Lastly, the “Mock responses” tab shows how many outgoing requests were sent to the mock server, a very useful feature within the tool.

Increase Efficiency With Automatic Mocks

By default, all test configs in Speedscale utilize automatic mocks to isolate the Service-Under-Test (SUT). In practical terms, a new Pod is spun up as a mock server and the sidecar proxy then redirects traffic to the new Pod. This avoids depending on third-party dependencies that may be rate-limited and ensures realistic input during testing from both the user and the dependencies, while retaining the realism of inter-Pod communication.

This automatic approach to mock servers is essential in creating realistic tests, as well as in other use cases like preview environments.

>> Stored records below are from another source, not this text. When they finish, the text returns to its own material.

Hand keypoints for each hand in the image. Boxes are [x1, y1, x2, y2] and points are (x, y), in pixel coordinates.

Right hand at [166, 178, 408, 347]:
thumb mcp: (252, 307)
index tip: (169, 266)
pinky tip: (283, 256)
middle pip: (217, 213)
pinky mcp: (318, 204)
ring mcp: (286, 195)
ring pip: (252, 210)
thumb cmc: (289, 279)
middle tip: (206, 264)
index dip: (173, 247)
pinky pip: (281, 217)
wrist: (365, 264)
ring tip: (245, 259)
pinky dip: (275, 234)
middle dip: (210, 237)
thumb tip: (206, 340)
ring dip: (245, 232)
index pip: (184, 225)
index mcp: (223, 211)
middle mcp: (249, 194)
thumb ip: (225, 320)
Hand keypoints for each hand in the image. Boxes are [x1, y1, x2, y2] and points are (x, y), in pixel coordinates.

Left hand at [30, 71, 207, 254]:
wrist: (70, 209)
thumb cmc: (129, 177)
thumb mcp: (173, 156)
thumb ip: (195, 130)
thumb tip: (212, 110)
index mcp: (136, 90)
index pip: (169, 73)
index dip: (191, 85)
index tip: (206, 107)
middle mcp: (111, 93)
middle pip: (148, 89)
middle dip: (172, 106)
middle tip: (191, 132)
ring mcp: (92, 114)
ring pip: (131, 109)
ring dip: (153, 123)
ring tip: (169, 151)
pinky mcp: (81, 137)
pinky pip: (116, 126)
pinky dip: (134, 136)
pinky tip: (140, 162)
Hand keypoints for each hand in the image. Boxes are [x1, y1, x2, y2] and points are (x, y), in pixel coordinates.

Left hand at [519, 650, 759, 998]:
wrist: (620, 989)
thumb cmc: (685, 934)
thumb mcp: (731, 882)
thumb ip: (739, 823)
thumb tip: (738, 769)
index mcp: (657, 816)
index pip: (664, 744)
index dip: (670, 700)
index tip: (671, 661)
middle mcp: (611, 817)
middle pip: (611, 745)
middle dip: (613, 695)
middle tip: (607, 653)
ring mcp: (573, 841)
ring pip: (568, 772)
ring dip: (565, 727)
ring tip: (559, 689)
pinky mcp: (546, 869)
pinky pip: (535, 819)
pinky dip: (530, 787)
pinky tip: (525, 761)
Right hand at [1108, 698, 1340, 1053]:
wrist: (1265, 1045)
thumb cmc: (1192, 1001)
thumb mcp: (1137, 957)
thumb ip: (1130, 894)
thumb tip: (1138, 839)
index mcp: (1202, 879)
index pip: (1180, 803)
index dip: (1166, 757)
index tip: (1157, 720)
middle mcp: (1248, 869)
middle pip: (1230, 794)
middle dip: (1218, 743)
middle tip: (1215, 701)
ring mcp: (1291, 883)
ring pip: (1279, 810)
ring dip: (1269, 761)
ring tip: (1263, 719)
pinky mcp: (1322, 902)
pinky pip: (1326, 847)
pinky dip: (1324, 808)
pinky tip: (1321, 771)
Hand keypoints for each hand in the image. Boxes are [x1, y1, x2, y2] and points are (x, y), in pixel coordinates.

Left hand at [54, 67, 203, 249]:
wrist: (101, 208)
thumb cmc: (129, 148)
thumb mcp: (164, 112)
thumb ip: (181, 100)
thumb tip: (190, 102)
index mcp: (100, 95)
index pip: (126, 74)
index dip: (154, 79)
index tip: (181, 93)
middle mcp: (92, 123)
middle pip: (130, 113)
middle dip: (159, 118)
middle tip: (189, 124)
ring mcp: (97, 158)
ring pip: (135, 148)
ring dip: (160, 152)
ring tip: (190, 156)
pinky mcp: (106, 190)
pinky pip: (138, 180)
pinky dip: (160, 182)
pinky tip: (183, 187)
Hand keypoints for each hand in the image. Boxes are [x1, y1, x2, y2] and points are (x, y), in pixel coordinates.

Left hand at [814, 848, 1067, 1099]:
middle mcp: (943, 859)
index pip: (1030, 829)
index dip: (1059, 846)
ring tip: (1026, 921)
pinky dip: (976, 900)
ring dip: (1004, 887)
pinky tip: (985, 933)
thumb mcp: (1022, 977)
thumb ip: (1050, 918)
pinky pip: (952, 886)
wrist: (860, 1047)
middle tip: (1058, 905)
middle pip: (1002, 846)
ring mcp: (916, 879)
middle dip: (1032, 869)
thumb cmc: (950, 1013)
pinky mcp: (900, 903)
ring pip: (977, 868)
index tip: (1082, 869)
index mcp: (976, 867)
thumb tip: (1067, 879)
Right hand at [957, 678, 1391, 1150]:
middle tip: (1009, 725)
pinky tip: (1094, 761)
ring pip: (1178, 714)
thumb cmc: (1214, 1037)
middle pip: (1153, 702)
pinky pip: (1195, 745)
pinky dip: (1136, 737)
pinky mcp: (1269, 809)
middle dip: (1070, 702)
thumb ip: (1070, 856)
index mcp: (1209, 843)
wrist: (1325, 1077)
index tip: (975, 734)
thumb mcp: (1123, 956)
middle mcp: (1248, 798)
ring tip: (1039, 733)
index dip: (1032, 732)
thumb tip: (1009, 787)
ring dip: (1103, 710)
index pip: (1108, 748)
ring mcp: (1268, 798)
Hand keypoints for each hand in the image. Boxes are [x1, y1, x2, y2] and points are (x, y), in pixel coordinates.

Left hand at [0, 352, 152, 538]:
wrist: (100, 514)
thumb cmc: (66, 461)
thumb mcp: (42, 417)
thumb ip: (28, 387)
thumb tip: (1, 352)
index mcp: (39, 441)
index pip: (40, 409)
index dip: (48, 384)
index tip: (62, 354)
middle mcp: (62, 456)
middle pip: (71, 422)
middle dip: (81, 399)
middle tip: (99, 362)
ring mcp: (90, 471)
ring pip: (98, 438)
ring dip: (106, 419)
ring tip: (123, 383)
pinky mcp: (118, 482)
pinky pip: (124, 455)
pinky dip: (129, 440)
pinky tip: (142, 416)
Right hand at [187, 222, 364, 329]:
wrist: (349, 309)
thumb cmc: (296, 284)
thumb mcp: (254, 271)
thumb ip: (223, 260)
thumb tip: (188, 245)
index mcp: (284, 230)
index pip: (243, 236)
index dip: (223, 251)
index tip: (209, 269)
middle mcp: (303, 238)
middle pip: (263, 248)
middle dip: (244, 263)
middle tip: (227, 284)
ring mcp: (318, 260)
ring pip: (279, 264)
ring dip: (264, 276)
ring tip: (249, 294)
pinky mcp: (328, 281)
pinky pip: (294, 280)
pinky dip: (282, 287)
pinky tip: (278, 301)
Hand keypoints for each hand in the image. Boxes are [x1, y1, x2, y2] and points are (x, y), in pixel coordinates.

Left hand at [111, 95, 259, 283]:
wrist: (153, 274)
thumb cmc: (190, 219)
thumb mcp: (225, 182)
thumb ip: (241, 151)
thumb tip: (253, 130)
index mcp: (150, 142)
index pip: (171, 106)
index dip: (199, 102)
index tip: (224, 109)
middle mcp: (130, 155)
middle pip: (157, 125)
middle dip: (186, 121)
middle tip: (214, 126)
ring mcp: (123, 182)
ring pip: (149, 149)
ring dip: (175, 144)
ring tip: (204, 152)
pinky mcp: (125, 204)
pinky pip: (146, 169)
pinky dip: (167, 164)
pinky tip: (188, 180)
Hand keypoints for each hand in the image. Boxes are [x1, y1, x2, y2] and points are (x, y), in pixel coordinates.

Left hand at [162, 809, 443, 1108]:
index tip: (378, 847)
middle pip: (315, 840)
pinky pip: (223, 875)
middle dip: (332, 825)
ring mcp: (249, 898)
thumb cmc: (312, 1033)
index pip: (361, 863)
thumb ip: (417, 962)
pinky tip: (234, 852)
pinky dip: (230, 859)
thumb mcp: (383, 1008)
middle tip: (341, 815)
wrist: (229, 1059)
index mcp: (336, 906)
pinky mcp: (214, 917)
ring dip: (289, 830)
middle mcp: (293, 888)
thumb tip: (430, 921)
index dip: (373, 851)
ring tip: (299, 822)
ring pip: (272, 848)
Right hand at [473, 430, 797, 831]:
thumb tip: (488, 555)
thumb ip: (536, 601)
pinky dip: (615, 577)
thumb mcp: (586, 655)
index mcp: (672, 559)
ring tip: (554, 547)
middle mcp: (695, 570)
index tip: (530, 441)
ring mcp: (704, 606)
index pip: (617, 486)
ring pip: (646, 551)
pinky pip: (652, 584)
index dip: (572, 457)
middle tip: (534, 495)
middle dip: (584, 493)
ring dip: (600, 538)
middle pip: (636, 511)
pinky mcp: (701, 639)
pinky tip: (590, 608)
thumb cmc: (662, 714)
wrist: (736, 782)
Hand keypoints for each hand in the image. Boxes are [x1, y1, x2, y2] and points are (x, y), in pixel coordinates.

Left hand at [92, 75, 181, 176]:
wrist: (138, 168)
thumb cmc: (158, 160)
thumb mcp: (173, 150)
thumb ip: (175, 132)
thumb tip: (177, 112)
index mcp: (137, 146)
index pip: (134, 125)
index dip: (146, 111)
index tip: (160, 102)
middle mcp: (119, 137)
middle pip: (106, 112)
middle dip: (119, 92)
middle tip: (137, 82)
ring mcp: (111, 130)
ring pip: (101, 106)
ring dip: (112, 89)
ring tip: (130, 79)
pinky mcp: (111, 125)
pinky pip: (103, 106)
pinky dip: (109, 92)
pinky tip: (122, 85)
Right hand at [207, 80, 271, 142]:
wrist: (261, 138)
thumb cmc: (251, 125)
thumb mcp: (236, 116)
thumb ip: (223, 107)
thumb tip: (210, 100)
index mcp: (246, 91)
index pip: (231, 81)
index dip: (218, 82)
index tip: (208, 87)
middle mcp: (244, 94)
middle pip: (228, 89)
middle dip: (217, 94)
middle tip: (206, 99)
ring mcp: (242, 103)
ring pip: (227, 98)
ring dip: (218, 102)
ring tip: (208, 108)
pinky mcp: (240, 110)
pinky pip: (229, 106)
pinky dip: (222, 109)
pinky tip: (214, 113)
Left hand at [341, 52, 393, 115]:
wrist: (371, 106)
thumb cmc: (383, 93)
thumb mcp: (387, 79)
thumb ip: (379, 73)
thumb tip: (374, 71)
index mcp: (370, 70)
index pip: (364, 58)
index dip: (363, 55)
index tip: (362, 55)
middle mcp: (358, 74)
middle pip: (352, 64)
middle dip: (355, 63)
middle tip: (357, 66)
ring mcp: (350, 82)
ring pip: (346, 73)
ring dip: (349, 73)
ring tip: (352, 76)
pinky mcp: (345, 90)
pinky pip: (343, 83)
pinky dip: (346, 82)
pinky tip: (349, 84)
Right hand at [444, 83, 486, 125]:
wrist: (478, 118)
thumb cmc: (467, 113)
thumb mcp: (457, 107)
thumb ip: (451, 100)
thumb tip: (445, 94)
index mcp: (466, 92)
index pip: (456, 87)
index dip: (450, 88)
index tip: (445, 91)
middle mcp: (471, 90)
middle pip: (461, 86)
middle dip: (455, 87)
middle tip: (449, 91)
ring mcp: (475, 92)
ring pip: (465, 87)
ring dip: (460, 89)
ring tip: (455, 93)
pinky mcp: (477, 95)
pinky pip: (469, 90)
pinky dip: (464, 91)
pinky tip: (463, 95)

Getting Useful Insights From Real Traffic

By now, it’s hopefully clear why max TPS is such a valuable metric to determine, and why it’s not as simple as just ramping up traffic until your application breaks. From here, you can explore the different possibilities with test configs and start validating your own applications. One possibility is to utilize multiple stages and maintain a sustained TPS for a set amount of time, then induce spike TPS with another stage to determine application behavior if traffic surges during normal operations—like sudden news coverage.

Once you’ve determined your testing methodology, you’ll likely want it implemented in a continuous manner, helping you catch errors early in the development process.